Valdez bore up through it all with a saintlike equanimity. 'Eet ees deefecult,' he grinned. 'And yet – for the love which you bear for thees woman – eet ees all worthwhile, si?'
'Yeah, sure,' Marvin mumbled. 'I guess it is.' But in truth, he was beginning to doubt it. After all, he had known Cathy only for less than an hour.
An avelanche thundered past them, and tons of white death screamed past – inches from their strained and clinging bodies. Valdez smiled with serenity. Flynn frowned with anxiety.
'Beyond all obstacles,' Valdez intoned, 'lies that summit of accomplishment which is the face and form of the beloved.'
'Yeah, sure,' Marvin said.
Spears of ice, shaken loose from a high dokalma, whirled and flashed around them. Marvin thought about Cathy and found that he was unable to remember what she looked like. It struck him that love at first sight was overrated.
A high precipice loomed before them. Marvin looked at it, and at the shimmering i
ce fields beyond, and came to the conclusion that the game was really not worth the candle.
'I think,' Marvin said, 'that we should turn back.'
Valdez smiled subtly, pausing on the very edge of the vertiginous descent into that wintry hell of suicidally shaped snow slides.

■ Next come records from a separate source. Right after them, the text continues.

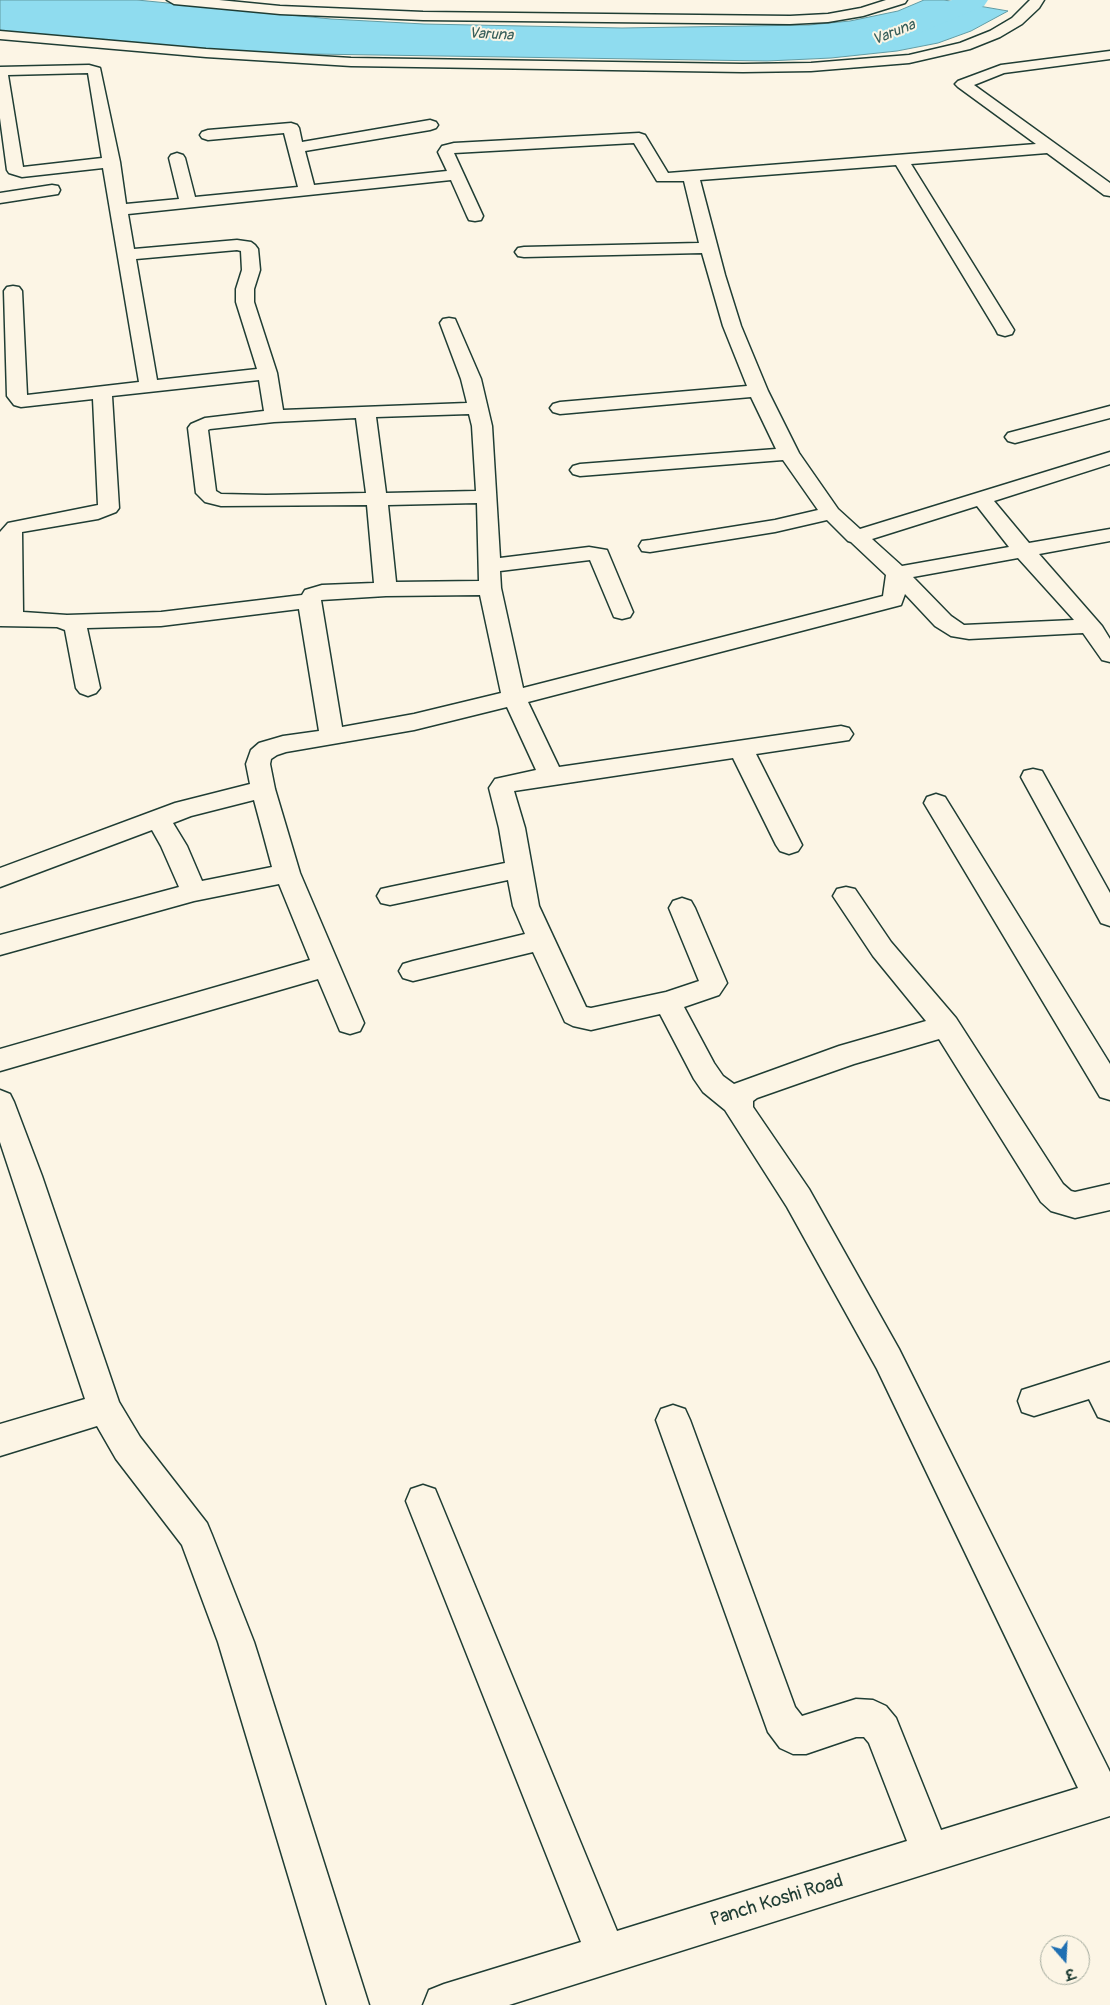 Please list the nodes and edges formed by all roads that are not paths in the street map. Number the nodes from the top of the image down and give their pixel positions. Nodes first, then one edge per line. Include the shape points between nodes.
1 (174, 0) edge
2 (422, 0) edge
3 (900, 0) edge
4 (1037, 0) edge
5 (423, 16) junction
6 (0, 35) edge
7 (931, 55) junction
8 (1108, 56) edge
9 (946, 64) dead end
10 (961, 69) dead end
11 (1001, 69) junction
12 (0, 71) edge
13 (286, 111) dead end
14 (4, 115) edge
15 (430, 125) dead end
16 (291, 128) junction
17 (208, 136) dead end
18 (296, 148) junction
19 (1049, 148) junction
20 (177, 158) dead end
21 (901, 160) junction
22 (112, 162) junction
23 (457, 175) junction
24 (690, 177) junction
25 (52, 190) dead end
26 (1110, 190) edge
27 (307, 191) junction
28 (0, 198) edge
29 (188, 203) junction
30 (119, 210) junction
31 (475, 216) dead end
32 (709, 248) junction
33 (524, 252) dead end
34 (127, 254) junction
35 (13, 291) dead end
36 (449, 323) dead end
37 (1005, 330) dead end
38 (268, 373) junction
39 (148, 386) junction
40 (758, 391) junction
41 (102, 392) junction
42 (478, 408) junction
43 (560, 408) dead end
44 (365, 412) junction
45 (1110, 412) edge
46 (274, 416) junction
47 (1015, 436) dead end
48 (789, 454) junction
49 (1110, 458) edge
50 (580, 470) dead end
51 (487, 496) junction
52 (981, 498) junction
53 (377, 499) junction
54 (831, 513) junction
55 (1110, 535) edge
56 (855, 537) junction
57 (650, 546) dead end
58 (1024, 551) junction
59 (489, 566) junction
60 (896, 573) junction
61 (490, 588) junction
62 (386, 589) junction
63 (309, 602) junction
64 (622, 612) dead end
65 (6, 619) edge
66 (67, 622) junction
67 (1091, 626) junction
68 (1110, 655) edge
69 (88, 688) dead end
70 (514, 698) junction
71 (841, 734) dead end
72 (332, 736) junction
73 (741, 749) junction
74 (551, 776) junction
75 (1033, 777) dead end
76 (262, 789) junction
77 (936, 803) dead end
78 (158, 819) junction
79 (789, 845) dead end
80 (519, 869) junction
81 (287, 872) junction
82 (0, 878) edge
83 (194, 892) junction
84 (390, 896) dead end
85 (846, 896) dead end
86 (682, 908) dead end
87 (1110, 916) edge
88 (541, 940) junction
89 (0, 945) edge
90 (326, 966) junction
91 (412, 971) dead end
92 (667, 1002) junction
93 (350, 1023) dead end
94 (946, 1026) junction
95 (0, 1060) edge
96 (1110, 1089) edge
97 (0, 1102) edge
98 (738, 1104) junction
99 (8, 1147) edge
100 (1110, 1197) edge
101 (1105, 1388) edge
102 (1034, 1401) dead end
103 (105, 1408) junction
104 (673, 1420) dead end
105 (0, 1440) edge
106 (424, 1501) dead end
107 (1107, 1798) edge
108 (931, 1853) junction
109 (606, 1954) junction
110 (348, 2005) edge
111 (444, 2005) edge

1 - 5 street via 280,10
2 - 5 street
3 - 5 street via 863,12 790,20
4 - 7 street via 1017,21 995,34
6 - 7 street via 206,53 428,64 772,68 855,64
7 - 9 street
8 - 11 street
10 - 11 street
11 - 19 street via 963,84
12 - 14 street
12 - 22 street via 95,71
13 - 16 street
14 - 22 street via 17,172
15 - 18 street
16 - 17 street
16 - 18 street
18 - 27 street
19 - 21 street
19 - 26 street
20 - 29 street
21 - 24 street
21 - 37 street
22 - 30 street
23 - 24 street via 446,152 448,149 639,138 664,178
23 - 27 street
23 - 31 street
24 - 32 street
25 - 28 street
27 - 29 street
29 - 30 street
30 - 34 street
32 - 33 street
32 - 40 street via 732,326
34 - 38 street via 244,246 251,262 245,302
34 - 39 street
35 - 41 street via 17,396 21,401
36 - 42 street
38 - 39 street
38 - 46 street
39 - 41 street
40 - 43 street
40 - 48 street
41 - 65 street via 109,508 98,513 15,527 11,532
42 - 44 street
42 - 51 street
44 - 46 street
44 - 53 street
45 - 47 street
46 - 53 street via 205,424 198,428 206,493 212,498
48 - 50 street
48 - 54 street
49 - 52 street
51 - 53 street
51 - 59 street
52 - 56 street
52 - 58 street
53 - 62 street
54 - 56 street
54 - 57 street via 775,526
55 - 58 street
56 - 60 street
58 - 60 street
58 - 67 street
59 - 61 street
59 - 64 street via 589,553 599,555
60 - 67 street via 943,621 959,631
60 - 70 street via 893,600
61 - 62 street
61 - 70 street
62 - 63 street via 322,592 312,595
63 - 66 street via 162,619
63 - 72 street
65 - 66 street
66 - 69 street via 76,629
67 - 68 street
70 - 72 street via 414,722
70 - 74 street
71 - 73 street
72 - 76 street via 268,749 260,756 258,764
73 - 74 street
73 - 79 street
74 - 80 street via 501,788
75 - 87 street
76 - 78 street
76 - 81 street
77 - 96 street
78 - 82 street
78 - 83 street
80 - 84 street
80 - 88 street via 526,906
81 - 83 street
81 - 90 street
83 - 89 street
85 - 94 street via 882,949
86 - 92 street via 713,983 709,988
88 - 91 street
88 - 92 street via 570,1006 583,1018
90 - 93 street
90 - 95 street
92 - 98 street via 713,1084
94 - 98 street via 849,1054 747,1090 739,1096
94 - 100 street via 1052,1193 1062,1202 1075,1205
97 - 99 street
98 - 107 street via 838,1266 888,1360
99 - 103 street
101 - 102 street
103 - 105 street
103 - 110 street via 128,1448 195,1535 236,1642
104 - 108 street via 781,1719 793,1735 806,1735 856,1718 873,1720 883,1731
106 - 109 street
107 - 108 street, Panch Koshi Road
108 - 109 street, Panch Koshi Road
109 - 111 street, Panch Koshi Road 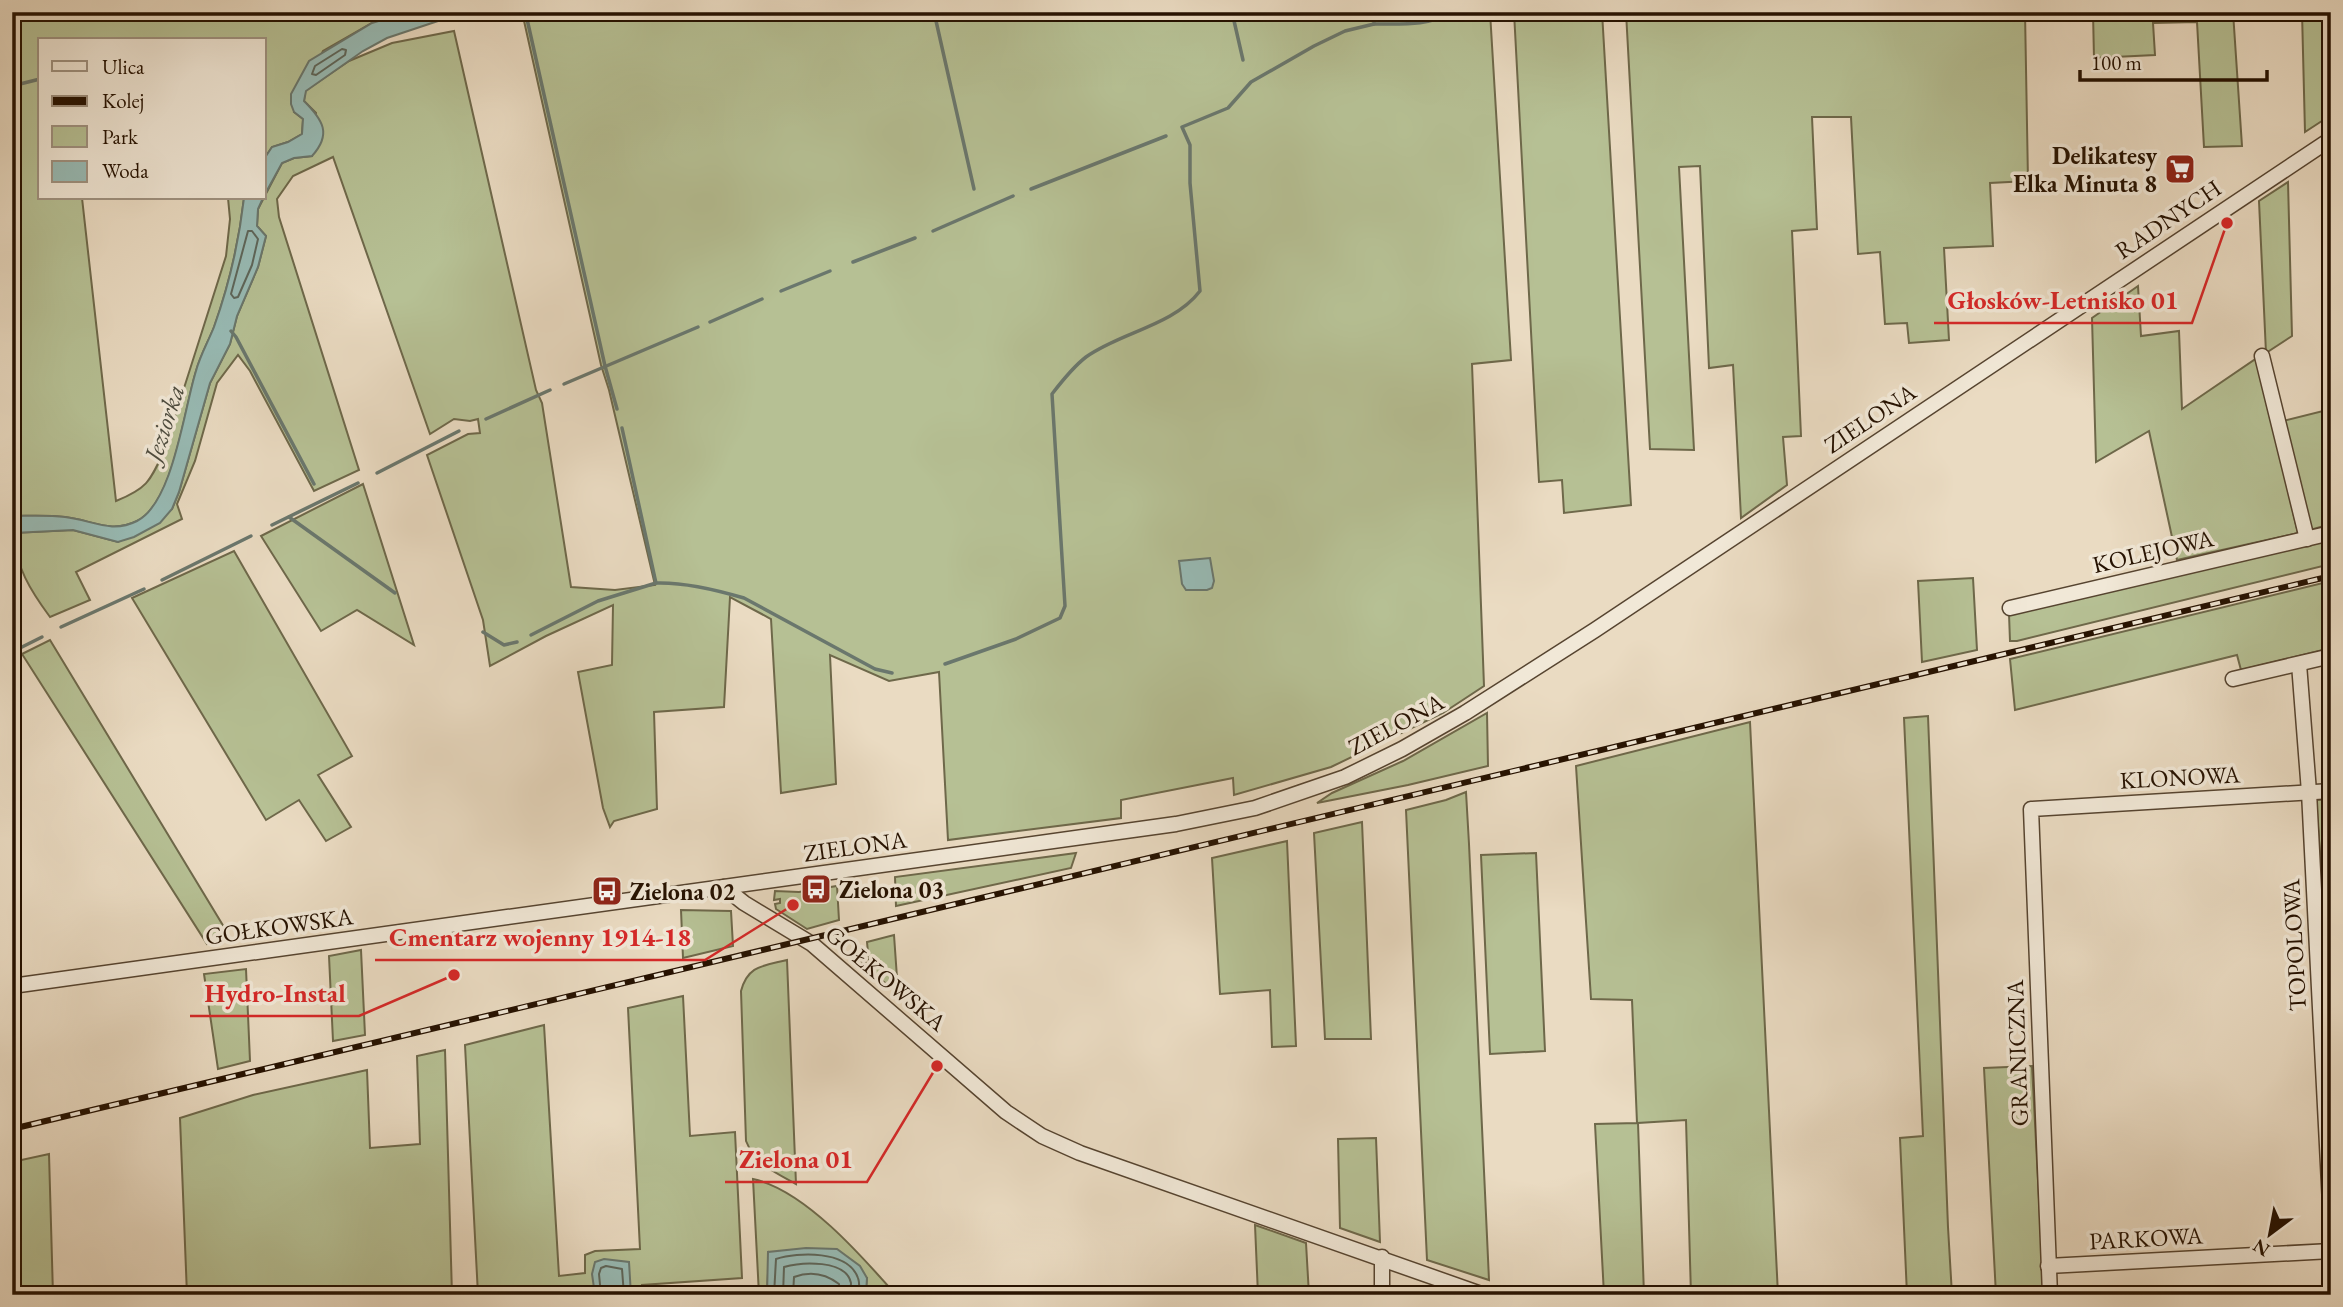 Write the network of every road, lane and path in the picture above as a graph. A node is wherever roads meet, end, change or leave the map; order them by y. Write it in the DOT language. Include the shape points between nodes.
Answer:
graph roads {
  1 [pos="2331,139"];
  2 [pos="2262,356"];
  3 [pos="1996,362"];
  4 [pos="2331,533"];
  5 [pos="2306,539"];
  6 [pos="2010,608"];
  7 [pos="2331,656"];
  8 [pos="2299,663"];
  9 [pos="2233,679"];
  10 [pos="2331,791"];
  11 [pos="2309,792"];
  12 [pos="2031,809"];
  13 [pos="724,887"];
  14 [pos="12,986"];
  15 [pos="2331,1224"];
  16 [pos="2331,1251"];
  17 [pos="1382,1257"];
  18 [pos="2048,1266"];
  19 [pos="1382,1295"];
  20 [pos="1484,1295"];
  21 [pos="2050,1295"];
  1 -- 3 [label="street, RADNYCH"];
  2 -- 5 [label="street"];
  3 -- 13 [label="street, ZIELONA" via="1489,698 1345,777 1255,808 1176,824"];
  4 -- 5 [label="street, KOLEJOWA"];
  5 -- 6 [label="street, KOLEJOWA"];
  7 -- 8 [label="street"];
  8 -- 9 [label="street"];
  8 -- 11 [label="street, TOPOLOWA"];
  10 -- 11 [label="street, KLONOWA"];
  11 -- 12 [label="street, KLONOWA"];
  11 -- 15 [label="street, TOPOLOWA"];
  12 -- 18 [label="street, GRANICZNA"];
  13 -- 14 [label="street, GOŁKOWSKA"];
  13 -- 17 [label="street, GOŁKOWSKA" via="812,944 1006,1112 1042,1136"];
  16 -- 18 [label="street, PARKOWA"];
  17 -- 19 [label="street"];
  17 -- 20 [label="street, GOŁKOWSKA"];
  18 -- 21 [label="street, GRANICZNA"];
}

'My frien',' he said, 'I know why you say this.'
'You do?' Marvin asked.
'Of course. It is obvious that you do not wish me to risk my life on the continuance of your insensate and magnificent quest. And it is equally obvious that you intend to plunge on, alone.'
'It is?' Marvin asked.
'Certainly. It would be apparent to the most casual observer that you are driven to seek your love through any and all dangers, by virtue of the unyielding nature of your personality. And it is equally clear that your generous and high-spirited mentality would be disturbed at the idea of involving one whom you consider a close friend and bosom companion in so perilous a venture.'
'Well,' Marvin began, 'I'm not sure-'
'But I am sure,' Valdez said. 'And I reply to your unspoken question as follows: Friendship bears this similarity to love: it transcends all limits.'
'Huh,' Marvin said.
'Therefore,' Valdez said, 'I shall not abandon you. We shall go on together, into the maw of death, if need be, for the sake of your beloved Cathy.'
'Well, that's very nice of you,' Marvin said, eyeing the precipice ahead. 'But I really didn't know Cathy very well, and I don't know how well suited we would be; so all in all, maybe it would be best if we got out of here-'
'Your words lack conviction, my young friend,' Valdez laughed. 'I beg of you not to worry about my safety.'
'As a matter of fact,' Marvin said, 'I was worrying about my safety.'
'No use!' Valdez cried gaily. 'Hot passion betrays the studied coolness of your words. Forward, my friend!'
Valdez seemed determined to force him to Cathy's side whether he wanted to go or not. The only solution seemed to be a quick blow to the jaw, after which he would drag Valdez and himself back to civilization. He edged forward.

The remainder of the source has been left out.